I've had cases where it caused harm: SQL Server runs character comparisons case-insensitively while SAS does not, and I had a particular query that sometimes was sent up to the server and sometimes not depending on details of the data. I wasn't careful enough with checking case, and so it appeared to work when it really wasn't correct (comparing Propcase to UPCASE).
The general rule is that SAS will try to send the query to the server if:
The data in the query entirely already resides on the server
The query is sufficiently simple that SAS can easily figure out how to tell the server to do it, in its native language
If you're running a query with local SAS dataset (say, joining a server table to a SAS dataset locally), it won't (at least as far as I know) go to the server. It should always run it locally, which would mean downloading from the server all data in the contributing tables (possibly filtered if there is a logical filter in the query). IE (these examples aren't necessarily good SQL code, just examples of concept):
libname oralib oracle [connection info];
proc sql;
*Will pass through likely;
select tableA.*, tableB.cost
from oralib.tableA inner join oralib.tableB
on tableA.id=tableB.id;
*Will probably not pass through;
select tableA.*, tableB.cost
from oralib.tableA inner join work.tableB
on tableA.id=tableB.id;
*Might pass through, might not;
select tableA.*, tableB.cost, tableC.productID
from oralib.tableA inner join oralib.tableB
on tableA.id=tableB.id
left join oralib.tableC
on tableA.id=tableC.id;
*This downloads the data but probably applies the where statement server side;
select tableA.*, tableB.cost
from oralib.tableA inner join work.tableB
on tableA.id=tableB.id
where tableA.date < '01JAN2010'd;
quit;
In the case of the second query, it probably pulls all of tableA down. In the fourth query, it likely will pass the where clause to the server (assuming the date doesn't cause a problem, but it shouldn't, SAS knows how to convert dates to oracle type dates).

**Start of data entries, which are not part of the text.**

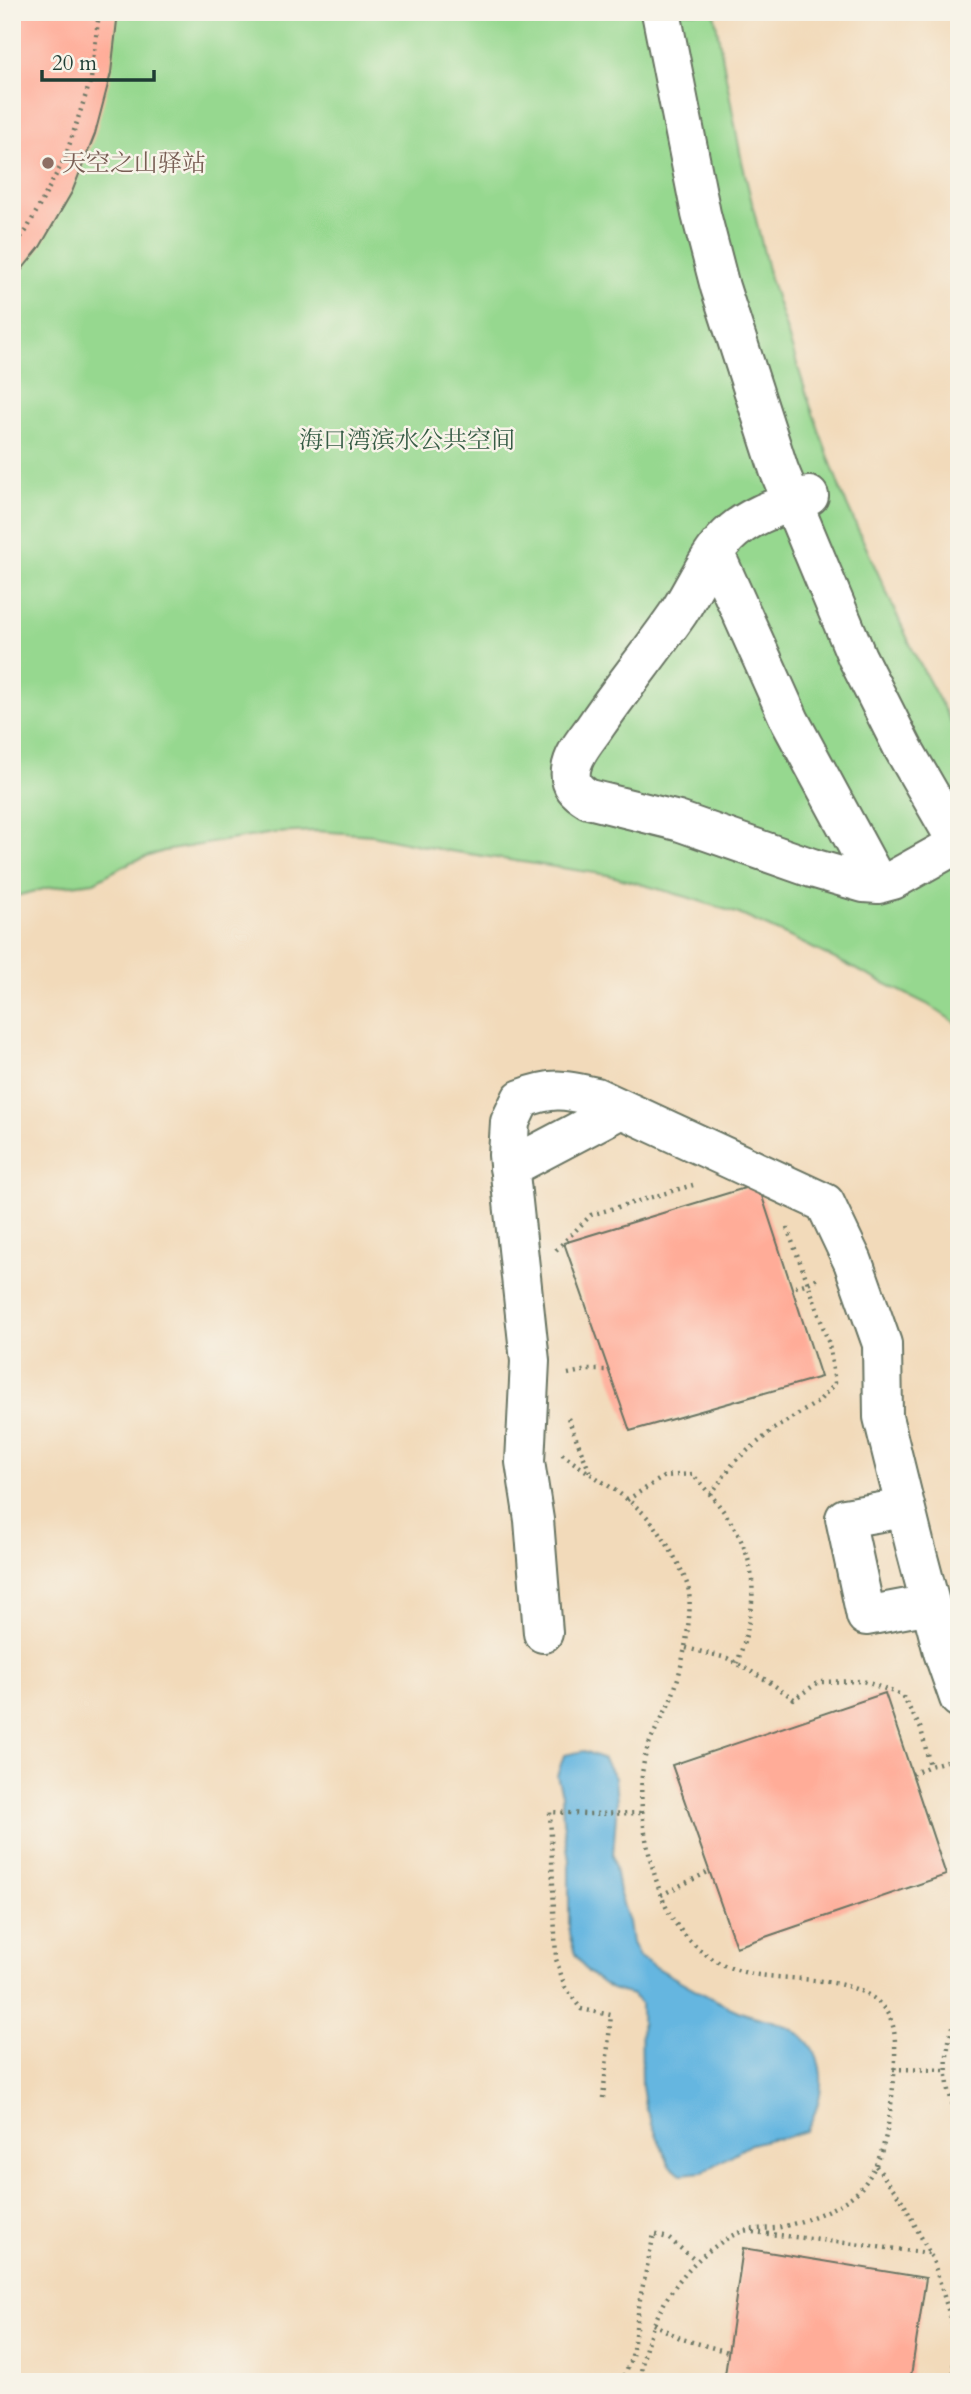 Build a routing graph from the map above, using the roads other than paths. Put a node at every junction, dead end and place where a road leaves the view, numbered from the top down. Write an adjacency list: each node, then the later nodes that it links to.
1 (661, 12): 3 (street)
2 (679, 12): 3 (street)
3 (800, 499): 4 (street); 5 (street); 6 (street)
4 (715, 554): 7 (street); 7 (street)
5 (959, 805)
6 (959, 844): 7 (street)
7 (878, 884)
8 (621, 1109): 9 (street); 9 (street); 10 (street)
9 (509, 1168): 12 (street)
10 (905, 1508): 11 (street); 11 (street)
11 (930, 1604): 13 (street)
12 (543, 1633)
13 (959, 1698)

Note that SAS procs can also generate passthrough. PROC MEANS, etc., will send the instructions to Oracle to do the means/sums/etc. if it can easily do so.
Your best bet is to:
Try to do everything in pass through that you can (and that makes sense). Only way to be sure it goes to the server is to use passthrough.

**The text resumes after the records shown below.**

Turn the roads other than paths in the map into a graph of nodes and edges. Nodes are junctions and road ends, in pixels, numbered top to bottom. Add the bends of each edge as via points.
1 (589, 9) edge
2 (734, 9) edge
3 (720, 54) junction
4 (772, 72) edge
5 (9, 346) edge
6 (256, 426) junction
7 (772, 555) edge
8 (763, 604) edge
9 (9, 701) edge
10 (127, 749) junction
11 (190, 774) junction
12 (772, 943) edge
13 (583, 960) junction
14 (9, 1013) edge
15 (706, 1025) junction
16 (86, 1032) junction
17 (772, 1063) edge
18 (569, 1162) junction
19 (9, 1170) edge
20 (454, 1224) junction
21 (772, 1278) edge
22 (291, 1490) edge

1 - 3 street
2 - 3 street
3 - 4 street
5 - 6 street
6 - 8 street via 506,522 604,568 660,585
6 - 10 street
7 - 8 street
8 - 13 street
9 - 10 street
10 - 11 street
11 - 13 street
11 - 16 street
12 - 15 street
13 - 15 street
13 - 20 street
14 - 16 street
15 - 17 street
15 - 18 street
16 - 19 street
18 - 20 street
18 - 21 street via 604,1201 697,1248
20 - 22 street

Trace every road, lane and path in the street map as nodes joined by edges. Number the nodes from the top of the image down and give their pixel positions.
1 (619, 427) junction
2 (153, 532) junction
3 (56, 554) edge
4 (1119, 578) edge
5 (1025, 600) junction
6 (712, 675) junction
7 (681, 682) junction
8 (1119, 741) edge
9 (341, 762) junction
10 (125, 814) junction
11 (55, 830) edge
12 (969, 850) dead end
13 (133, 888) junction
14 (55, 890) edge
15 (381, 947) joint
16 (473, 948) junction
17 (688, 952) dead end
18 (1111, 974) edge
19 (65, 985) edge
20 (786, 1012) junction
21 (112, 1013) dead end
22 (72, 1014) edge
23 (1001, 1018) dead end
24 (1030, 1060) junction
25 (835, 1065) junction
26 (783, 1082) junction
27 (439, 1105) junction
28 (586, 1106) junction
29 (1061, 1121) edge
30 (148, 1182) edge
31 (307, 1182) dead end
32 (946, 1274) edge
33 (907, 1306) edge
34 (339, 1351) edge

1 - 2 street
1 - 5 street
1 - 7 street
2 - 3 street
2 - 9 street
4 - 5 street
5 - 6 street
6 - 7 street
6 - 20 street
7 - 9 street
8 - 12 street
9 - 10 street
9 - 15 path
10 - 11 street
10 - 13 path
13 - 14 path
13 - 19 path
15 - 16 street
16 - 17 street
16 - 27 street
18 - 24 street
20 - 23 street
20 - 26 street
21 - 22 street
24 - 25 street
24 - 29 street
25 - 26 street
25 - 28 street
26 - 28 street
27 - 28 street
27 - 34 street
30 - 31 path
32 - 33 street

If you have a large table on the server and a small table in SAS, upload the table in SAS to the server. A passthrough session and a libname session can't see each others session-specific temporary tables, so you'd have to use a GTT or similar (something all users can see). Similarly, if you have a large table in SAS and a small table (or small query result) in SQL, bring it down locally (through passthrough if necessary).

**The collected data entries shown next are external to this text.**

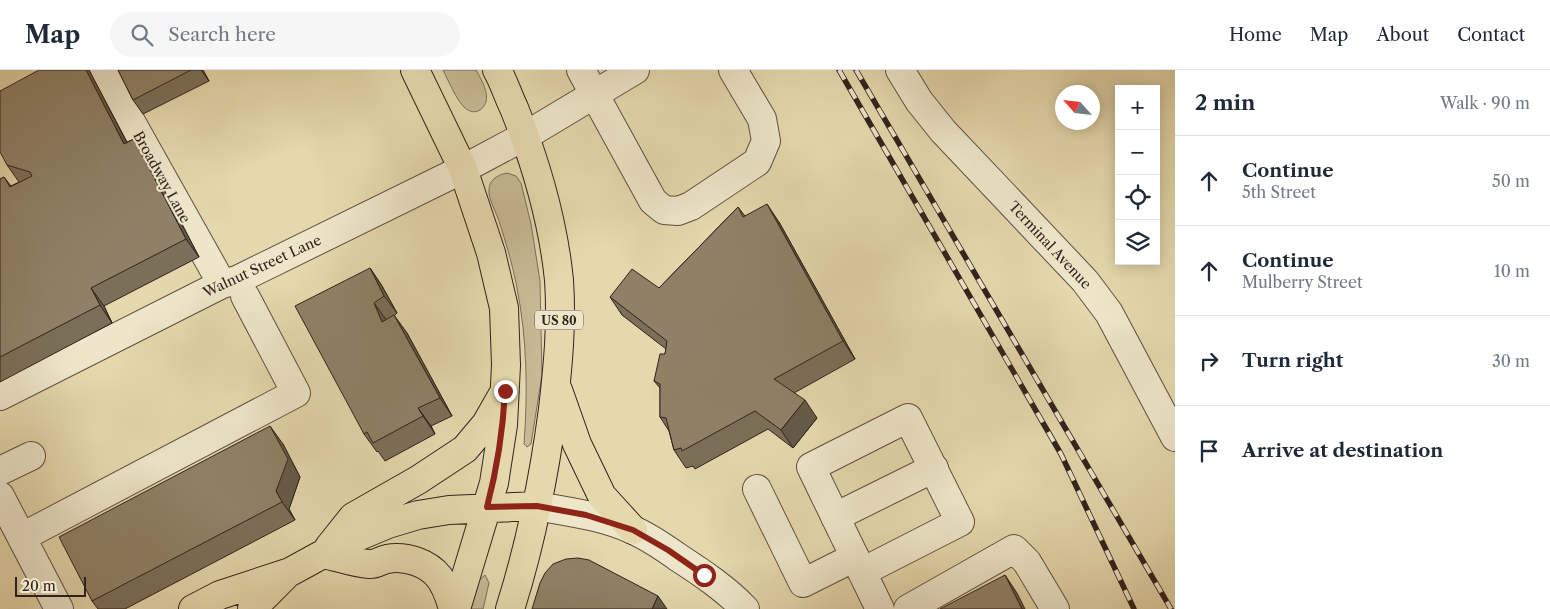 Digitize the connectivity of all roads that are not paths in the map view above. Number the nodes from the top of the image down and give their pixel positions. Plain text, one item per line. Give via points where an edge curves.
1 (102, 70) edge
2 (415, 70) edge
3 (497, 70) edge
4 (581, 70) edge
5 (635, 70) edge
6 (733, 70) edge
7 (900, 70) edge
8 (594, 94) junction
9 (525, 136) junction
10 (463, 169) junction
11 (234, 290) junction
12 (556, 384) junction
13 (505, 391) junction
14 (0, 396) edge
15 (1175, 437) edge
16 (31, 456) dead end
17 (934, 468) junction
18 (0, 471) edge
19 (757, 489) dead end
20 (0, 496) edge
21 (537, 506) junction
22 (487, 507) junction
23 (835, 517) junction
24 (633, 530) junction
25 (22, 537) junction
26 (324, 554) junction
27 (858, 564) junction
28 (290, 572) junction
29 (59, 609) edge
30 (193, 609) edge
31 (252, 609) edge
32 (455, 609) edge
33 (510, 609) edge
34 (745, 609) edge
35 (880, 609) edge
36 (908, 609) edge
37 (1055, 609) edge

1 - 11 street, Broadway Lane
2 - 10 main road
3 - 9 main road, US 80
4 - 8 street
5 - 8 street, Walnut Street Lane
6 - 8 street via 762,119 766,141 757,162 691,206 678,211 664,210 653,201
7 - 15 street, Terminal Avenue via 943,131 1085,281 1109,313
8 - 9 street, Walnut Street Lane
9 - 10 street, Walnut Street Lane
9 - 12 main road, US 80 via 541,188 558,273 560,352
10 - 11 street, Walnut Street Lane via 237,280
10 - 13 main road via 491,253 504,308
11 - 14 street, Walnut Street Lane
11 - 25 street, Broadway Lane via 296,393
12 - 21 main road, US 80
12 - 24 main road via 577,444 602,496
13 - 22 main road via 503,425
13 - 26 main road via 486,424 465,449 353,517
16 - 18 street
17 - 23 street
17 - 23 street via 908,418 811,466
17 - 27 street via 960,522
19 - 27 street via 803,583
20 - 25 street
21 - 22 main road
21 - 24 street via 586,515
21 - 33 main road, US 80
22 - 26 main road via 404,519 371,530
22 - 32 main road
23 - 27 street
24 - 34 street via 704,575
25 - 29 street
26 - 28 main road
26 - 32 main road via 371,565 402,558 417,562 439,577
27 - 35 street
28 - 30 main road via 220,595
28 - 31 main road
36 - 37 street via 1014,549 1027,562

When you do have to bring things down, limit as much as possible. When I worked in that kind of environment, I made huge time savings simply by joining to tables on the server to limit my result set before bringing them down.
At the end of the day, you will be constrained by network traffic no matter what you do; just try to optimize it as best you can. It sounds like you understand how to do that already, so just do what you normally would do in non-SAS environments.